Şişli Etfal Dayanışması ve Şişli Kent Konseyi’nin çağrısı ile Şişli Meydanı’nda bir araya gelenler sloganlarla meydanını doldurdu. “Sesimi duyan var mı” diyerek seslenenler düdüklerle ses çıkarttı.
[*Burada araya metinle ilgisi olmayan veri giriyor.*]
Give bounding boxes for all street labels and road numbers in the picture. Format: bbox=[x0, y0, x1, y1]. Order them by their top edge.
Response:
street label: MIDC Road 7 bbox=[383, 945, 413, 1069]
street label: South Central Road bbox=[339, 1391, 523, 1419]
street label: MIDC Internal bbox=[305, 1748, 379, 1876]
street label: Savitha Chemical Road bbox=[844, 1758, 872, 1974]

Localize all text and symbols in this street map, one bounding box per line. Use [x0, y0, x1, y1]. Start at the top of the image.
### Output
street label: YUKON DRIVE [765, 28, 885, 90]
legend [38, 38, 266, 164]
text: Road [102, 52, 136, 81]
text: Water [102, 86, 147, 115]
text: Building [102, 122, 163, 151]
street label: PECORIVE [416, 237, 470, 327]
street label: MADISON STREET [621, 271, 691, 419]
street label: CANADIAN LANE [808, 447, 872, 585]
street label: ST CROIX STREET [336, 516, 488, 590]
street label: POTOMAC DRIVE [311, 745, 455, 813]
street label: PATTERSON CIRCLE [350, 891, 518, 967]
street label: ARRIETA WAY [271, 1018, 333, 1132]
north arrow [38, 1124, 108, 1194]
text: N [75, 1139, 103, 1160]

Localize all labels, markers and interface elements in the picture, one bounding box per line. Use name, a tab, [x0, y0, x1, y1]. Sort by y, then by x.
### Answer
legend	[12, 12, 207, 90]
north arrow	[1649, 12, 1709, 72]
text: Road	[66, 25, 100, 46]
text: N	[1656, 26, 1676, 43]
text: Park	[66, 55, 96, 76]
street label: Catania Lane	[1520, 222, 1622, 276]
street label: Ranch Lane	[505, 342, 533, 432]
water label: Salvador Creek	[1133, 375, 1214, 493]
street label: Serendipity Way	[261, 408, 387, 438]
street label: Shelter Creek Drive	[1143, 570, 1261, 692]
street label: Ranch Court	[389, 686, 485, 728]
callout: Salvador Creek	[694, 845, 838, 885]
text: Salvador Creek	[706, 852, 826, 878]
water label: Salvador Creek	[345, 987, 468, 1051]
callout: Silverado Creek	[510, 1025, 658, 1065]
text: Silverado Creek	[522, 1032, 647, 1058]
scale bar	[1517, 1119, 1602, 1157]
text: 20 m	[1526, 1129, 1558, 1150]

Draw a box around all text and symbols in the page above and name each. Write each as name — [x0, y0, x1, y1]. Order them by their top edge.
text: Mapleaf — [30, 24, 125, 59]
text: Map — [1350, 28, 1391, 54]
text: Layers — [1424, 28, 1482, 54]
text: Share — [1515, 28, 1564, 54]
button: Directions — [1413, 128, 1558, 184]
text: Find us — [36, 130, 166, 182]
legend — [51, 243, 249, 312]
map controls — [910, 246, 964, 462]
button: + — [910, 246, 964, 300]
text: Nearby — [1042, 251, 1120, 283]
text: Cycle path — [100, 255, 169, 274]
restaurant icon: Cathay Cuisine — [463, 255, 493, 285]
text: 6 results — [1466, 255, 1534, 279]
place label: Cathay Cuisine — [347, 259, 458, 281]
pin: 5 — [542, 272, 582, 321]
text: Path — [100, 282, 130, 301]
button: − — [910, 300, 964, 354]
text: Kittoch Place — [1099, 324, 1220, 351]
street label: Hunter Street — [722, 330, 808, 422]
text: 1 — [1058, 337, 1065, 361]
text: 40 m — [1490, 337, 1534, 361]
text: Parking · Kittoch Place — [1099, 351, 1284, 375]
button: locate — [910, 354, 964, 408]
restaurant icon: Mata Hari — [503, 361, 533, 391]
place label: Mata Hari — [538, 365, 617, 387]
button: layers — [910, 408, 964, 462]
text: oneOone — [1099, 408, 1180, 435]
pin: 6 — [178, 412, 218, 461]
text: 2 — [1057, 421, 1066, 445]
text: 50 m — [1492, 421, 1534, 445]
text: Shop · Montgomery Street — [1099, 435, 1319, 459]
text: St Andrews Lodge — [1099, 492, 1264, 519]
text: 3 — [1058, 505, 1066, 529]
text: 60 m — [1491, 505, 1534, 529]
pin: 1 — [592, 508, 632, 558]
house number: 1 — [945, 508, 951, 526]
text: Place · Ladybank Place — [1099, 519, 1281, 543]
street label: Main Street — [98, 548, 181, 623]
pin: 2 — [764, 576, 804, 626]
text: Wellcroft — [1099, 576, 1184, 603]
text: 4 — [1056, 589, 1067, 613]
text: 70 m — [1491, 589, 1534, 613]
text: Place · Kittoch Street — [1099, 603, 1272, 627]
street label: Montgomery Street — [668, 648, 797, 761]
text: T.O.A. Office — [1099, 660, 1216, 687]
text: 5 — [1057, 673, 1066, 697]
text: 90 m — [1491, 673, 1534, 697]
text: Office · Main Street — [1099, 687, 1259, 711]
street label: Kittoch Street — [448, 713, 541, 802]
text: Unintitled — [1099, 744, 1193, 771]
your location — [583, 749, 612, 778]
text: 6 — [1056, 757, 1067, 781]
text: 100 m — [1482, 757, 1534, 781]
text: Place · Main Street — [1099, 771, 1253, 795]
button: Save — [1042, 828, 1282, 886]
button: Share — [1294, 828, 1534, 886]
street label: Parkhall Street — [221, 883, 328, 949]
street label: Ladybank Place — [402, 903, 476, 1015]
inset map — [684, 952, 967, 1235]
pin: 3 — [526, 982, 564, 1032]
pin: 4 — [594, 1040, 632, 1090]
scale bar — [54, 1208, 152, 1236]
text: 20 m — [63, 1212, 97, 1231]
Şişli Etfal Hastanesi için eylem: "Depreme hastane, Şişli’ye hastane lazım"https://t.co/SbTFuohZeV pic.twitter.com/oVcZPPHD1x
— sendika.org (@sendika_org) March 25, 2023
Şişli Etfal Dayanışması, Şişli Kent Konseyi, Şişli Belediye Başkanı Muammer Keskin, Doğa için Sanat Derneği, Sağlık ve Sosyal Hizmet Emekçileri Sendikası (SES), İstanbul Tabip Odası (İTO), TMMOB Şehir Plancıları Odası (ŞPO) söz aldı.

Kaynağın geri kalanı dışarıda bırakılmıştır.